- Problem
Check each line of the entries for "Shopping" and report the ones that have it.

- Data for the task

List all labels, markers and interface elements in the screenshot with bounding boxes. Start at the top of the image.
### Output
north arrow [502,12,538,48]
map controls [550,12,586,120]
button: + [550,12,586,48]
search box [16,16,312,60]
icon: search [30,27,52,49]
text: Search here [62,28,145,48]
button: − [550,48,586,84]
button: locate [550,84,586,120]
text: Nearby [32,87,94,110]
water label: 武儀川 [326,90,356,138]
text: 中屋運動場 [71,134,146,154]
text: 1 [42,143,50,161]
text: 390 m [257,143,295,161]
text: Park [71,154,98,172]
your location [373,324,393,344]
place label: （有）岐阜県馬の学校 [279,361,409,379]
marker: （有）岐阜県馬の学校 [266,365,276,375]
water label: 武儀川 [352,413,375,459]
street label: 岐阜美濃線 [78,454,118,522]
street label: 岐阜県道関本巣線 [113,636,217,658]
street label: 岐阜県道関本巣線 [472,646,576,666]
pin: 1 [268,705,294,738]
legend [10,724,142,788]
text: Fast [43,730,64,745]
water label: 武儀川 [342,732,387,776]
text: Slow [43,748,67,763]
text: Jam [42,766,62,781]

---

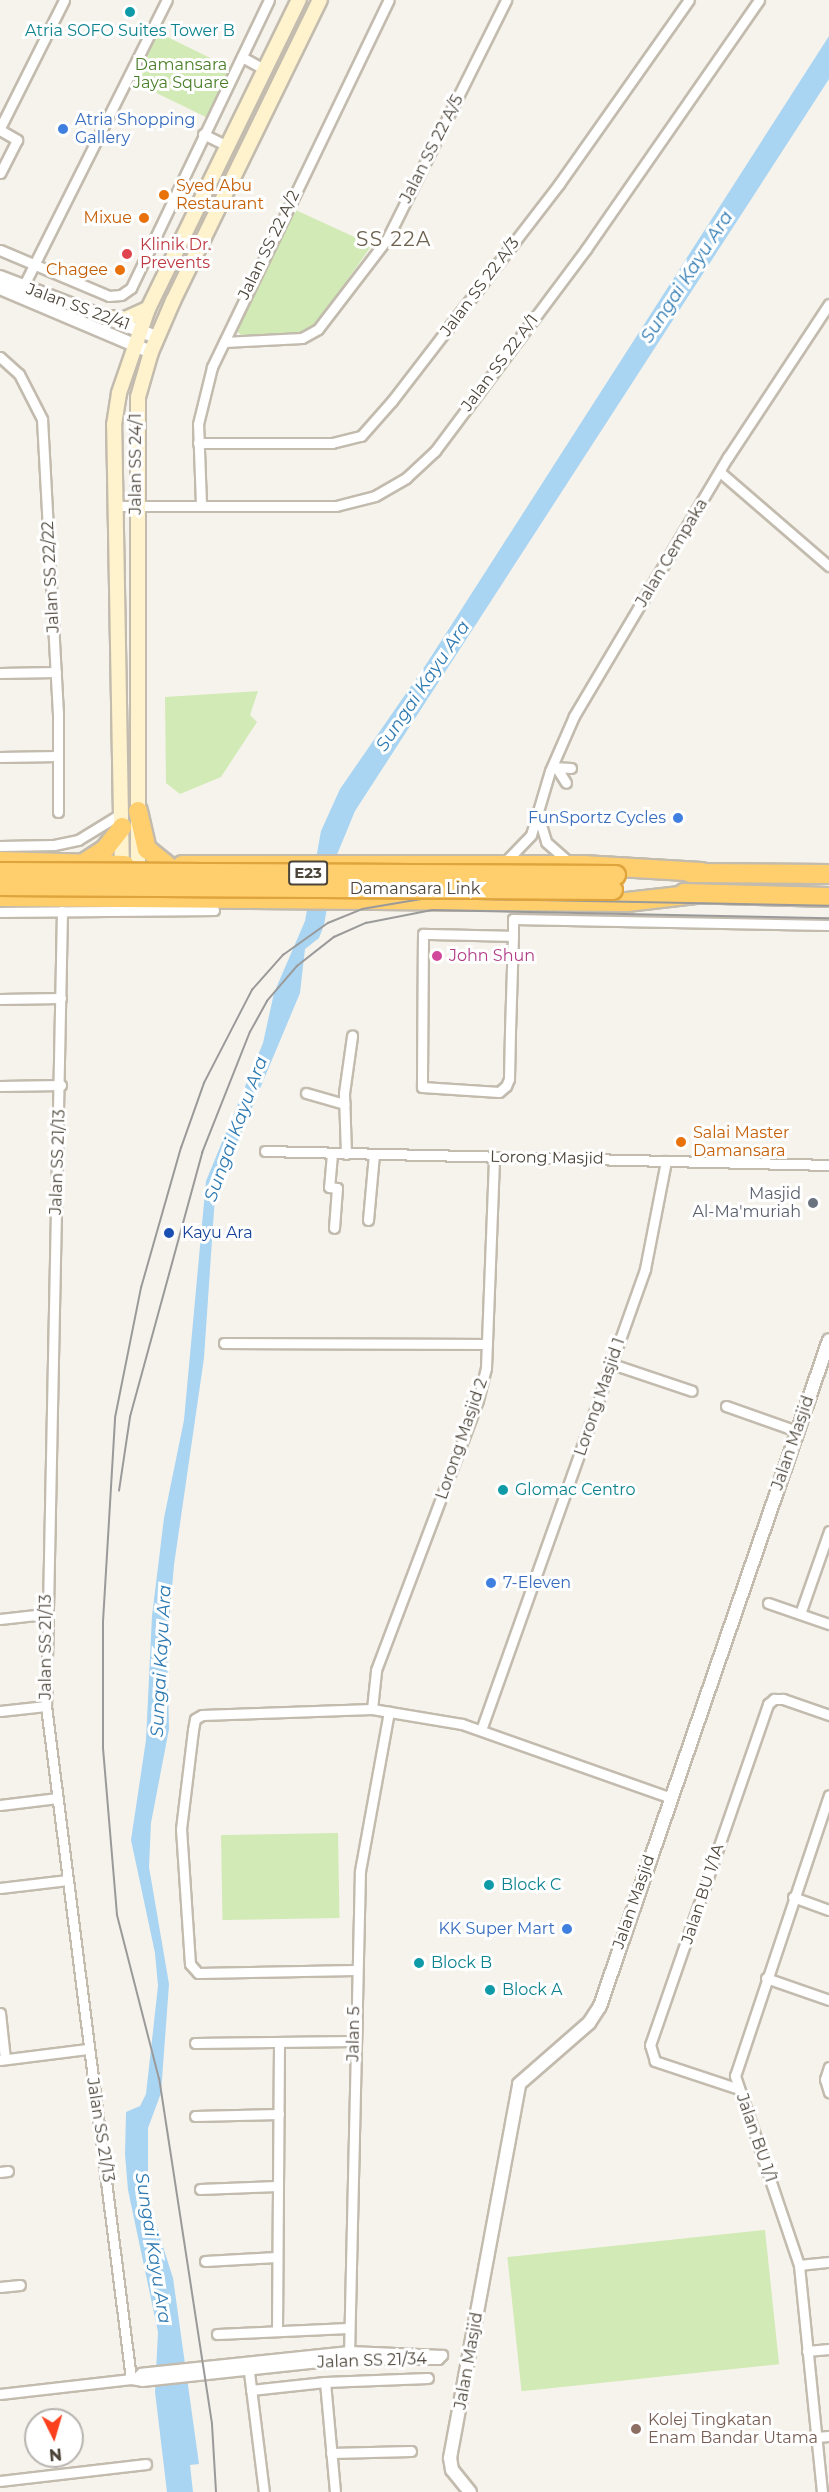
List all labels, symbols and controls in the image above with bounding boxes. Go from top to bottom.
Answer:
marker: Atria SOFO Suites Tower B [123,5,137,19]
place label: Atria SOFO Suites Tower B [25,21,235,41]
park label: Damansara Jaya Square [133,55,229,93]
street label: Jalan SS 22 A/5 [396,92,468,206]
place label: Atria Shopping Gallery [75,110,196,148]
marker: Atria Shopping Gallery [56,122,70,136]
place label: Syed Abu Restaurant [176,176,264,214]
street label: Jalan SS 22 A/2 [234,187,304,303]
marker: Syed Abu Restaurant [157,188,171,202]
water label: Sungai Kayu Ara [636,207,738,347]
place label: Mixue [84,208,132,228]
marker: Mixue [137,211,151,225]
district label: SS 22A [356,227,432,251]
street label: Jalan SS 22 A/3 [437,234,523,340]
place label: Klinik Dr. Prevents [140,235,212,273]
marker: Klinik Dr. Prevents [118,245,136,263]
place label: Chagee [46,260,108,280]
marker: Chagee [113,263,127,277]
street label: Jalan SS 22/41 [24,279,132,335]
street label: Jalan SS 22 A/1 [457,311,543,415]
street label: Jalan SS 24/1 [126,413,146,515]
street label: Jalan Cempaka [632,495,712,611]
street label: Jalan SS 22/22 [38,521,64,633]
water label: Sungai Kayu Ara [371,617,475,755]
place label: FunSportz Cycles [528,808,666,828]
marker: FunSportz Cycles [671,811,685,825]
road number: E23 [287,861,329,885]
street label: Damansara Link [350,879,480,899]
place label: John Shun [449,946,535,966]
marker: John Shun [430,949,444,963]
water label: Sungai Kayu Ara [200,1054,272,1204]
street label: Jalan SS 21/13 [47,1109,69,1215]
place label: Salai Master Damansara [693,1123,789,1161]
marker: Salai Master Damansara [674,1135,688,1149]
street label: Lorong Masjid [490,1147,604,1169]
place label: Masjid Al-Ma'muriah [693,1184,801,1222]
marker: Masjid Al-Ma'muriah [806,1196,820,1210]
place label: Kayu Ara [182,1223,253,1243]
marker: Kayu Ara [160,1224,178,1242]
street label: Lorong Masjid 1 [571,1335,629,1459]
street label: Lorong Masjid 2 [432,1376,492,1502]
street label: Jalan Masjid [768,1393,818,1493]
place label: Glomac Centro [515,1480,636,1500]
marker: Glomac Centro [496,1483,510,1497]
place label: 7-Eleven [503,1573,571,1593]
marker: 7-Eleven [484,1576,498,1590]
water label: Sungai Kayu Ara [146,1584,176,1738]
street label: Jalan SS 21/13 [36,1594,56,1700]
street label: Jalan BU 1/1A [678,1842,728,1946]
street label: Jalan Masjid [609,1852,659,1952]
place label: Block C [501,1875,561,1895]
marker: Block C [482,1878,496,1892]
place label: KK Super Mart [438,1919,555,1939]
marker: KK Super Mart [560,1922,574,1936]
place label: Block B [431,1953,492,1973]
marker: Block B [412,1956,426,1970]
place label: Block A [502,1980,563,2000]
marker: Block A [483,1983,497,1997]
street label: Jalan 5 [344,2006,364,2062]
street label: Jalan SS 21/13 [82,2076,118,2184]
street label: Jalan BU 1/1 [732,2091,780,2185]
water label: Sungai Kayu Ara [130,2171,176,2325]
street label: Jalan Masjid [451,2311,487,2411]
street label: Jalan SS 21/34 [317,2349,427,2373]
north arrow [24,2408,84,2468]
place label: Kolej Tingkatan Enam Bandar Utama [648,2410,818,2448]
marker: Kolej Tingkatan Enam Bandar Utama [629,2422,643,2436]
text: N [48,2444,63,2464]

- Finished exercise
place label: Atria Shopping Gallery [75,110,196,148]
marker: Atria Shopping Gallery [56,122,70,136]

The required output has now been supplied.